When I didn’t see anyone I knew in passing, I turned onto the almost-hidden access road shrouded by several pine and aspen trees. I stopped on the rutted dirt road in front of the gate, telling myself it was probably a bad idea, but the pain overrode my senses. I got out of the car to see if the code I had still worked. If it didn’t, I was just going to sit in my car right where I was and cry.
Walking toward the metal gate secured by a digital lock pad, I barely felt the cold due to my emotions running so high. With some trepidation, I punched in the old code. To my relief, and surprise, it worked. I unhooked the lock and pushed open the gate until there was enough room for me to drive my car through.

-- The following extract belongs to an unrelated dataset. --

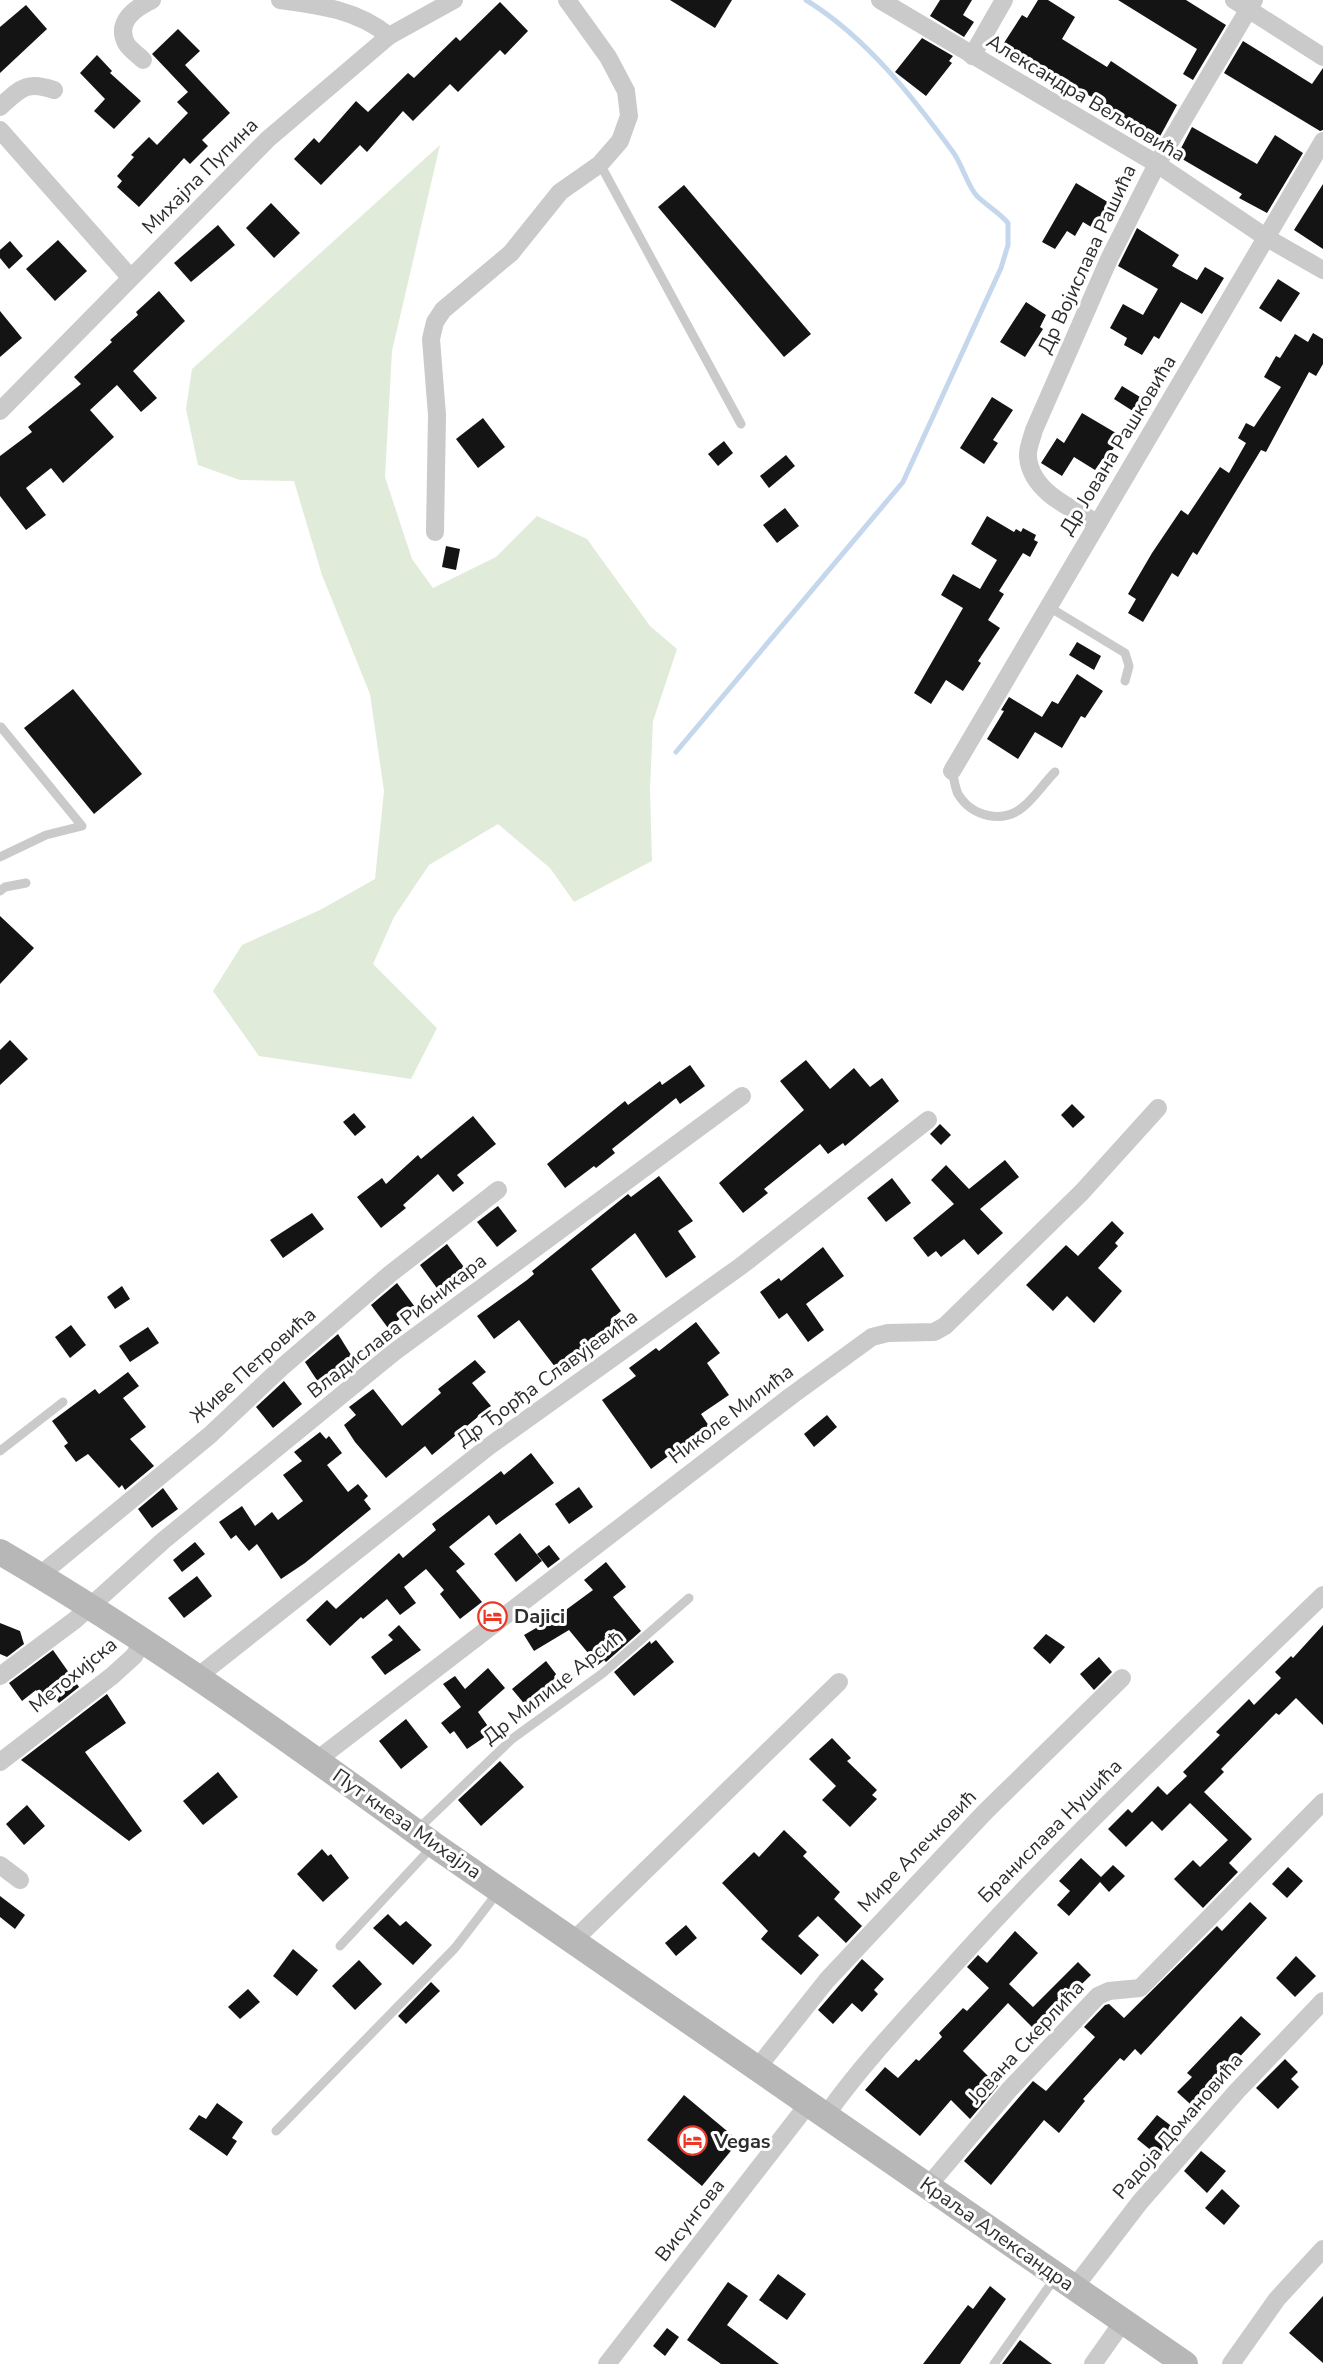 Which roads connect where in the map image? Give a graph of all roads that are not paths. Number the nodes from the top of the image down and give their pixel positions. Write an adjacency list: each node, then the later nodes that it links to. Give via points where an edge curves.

Back in my car, I stared at the envelope with the utmost disgust before driving through the entrance toward the trailhead. The dirt road was well worn, with deep tire grooves. I hoped it didn’t mean someone had already used the road today and I would get caught. Hopefully, if I did, John Holland would have some mercy on me. I would take any sort of mercy right about now.
The beauty of this piece of property never ceased to amaze me, even in my unstable state. It was right out of an outdoor magazine spread, with the sunlight peeking through the dense forest of pine trees. It reminded me of a fairy tale forest. Except I knew there was no Prince Charming coming to rescue me in these woods.
I pulled into my old spot, by the large blue spruce that I always thought would make the perfect Christmas tree. I’d even teased Brant once that I might come out and decorate it. He’d offered to help. Obviously, that had never happened. That kiss had changed everything between us. No more running together, no more being friends. All that was left in the wake of it was a bunch of awkward interactions.
I rested my forehead on the steering wheel, trying to work up the courage to open the envelope that was screaming at me from the passenger seat. The tears finally came. One by one, then hundreds by hundreds, until they were dripping onto my yoga pants and seeping through to my skin. After several minutes and completely soaked cheeks, I picked up the envelope and opened it. I carefully pulled out the mini-novel and began to read through it. Most of it was a bunch of legal jargon that reiterated the terms of our partnership. I remembered when we formed it, how smart I thought we were to make it as easy as possible to sell our share of the business and dissolve our partnership. That was coming back to bite me. I scanned through the papers until I got to the evaluation and offer. I grabbed my stomach when the figures jumped off the page and slapped me in the face.
On top of everything else, bankruptcy loomed in my near future. Their offer wouldn’t cover the loan I had taken out to join this venture in the first place. I was in trouble. Lots of trouble. I threw the stupid papers on the floor of my car before spilling out of the door. I didn’t care that I wasn’t properly dressed to run in the frigid morning temperature. My sweatshirt and yoga pants would have to suffice.
I took off without stretching or thinking. All I wanted was to push myself and feel my feet connect to the uneven ground littered with aspen leaves and pine needles. The trail started off with little elevation change, but it didn’t take long before I started to climb and my breathing became more labored. And though the cold air burned my lungs, I kept going. With every breath I took, I cursed Giselle and Carter, but mostly myself. I should have known better than to go into business with them. I should have known better than to believe I was destined to rise above the station I had been born into. Between berating myself, I lamented about why I was so hated. Was I really so awful?
I pushed and pushed myself up the trail until my legs started to cramp and I realized, like the idiot I was, I had left my water bottle in the car. My throat burned, and my body ached from the grueling pace I had kept for the last hour. Finally, I had to stop and bend over, trying to calm my racing heart. While I took deep breaths in and out, I began to shiver from the cold. It was foolish of me to work up such a sweat in these temps without the proper gear. Wasn’t that the story of my life? One foolish choice after another. I couldn’t get anything right—work, men, life.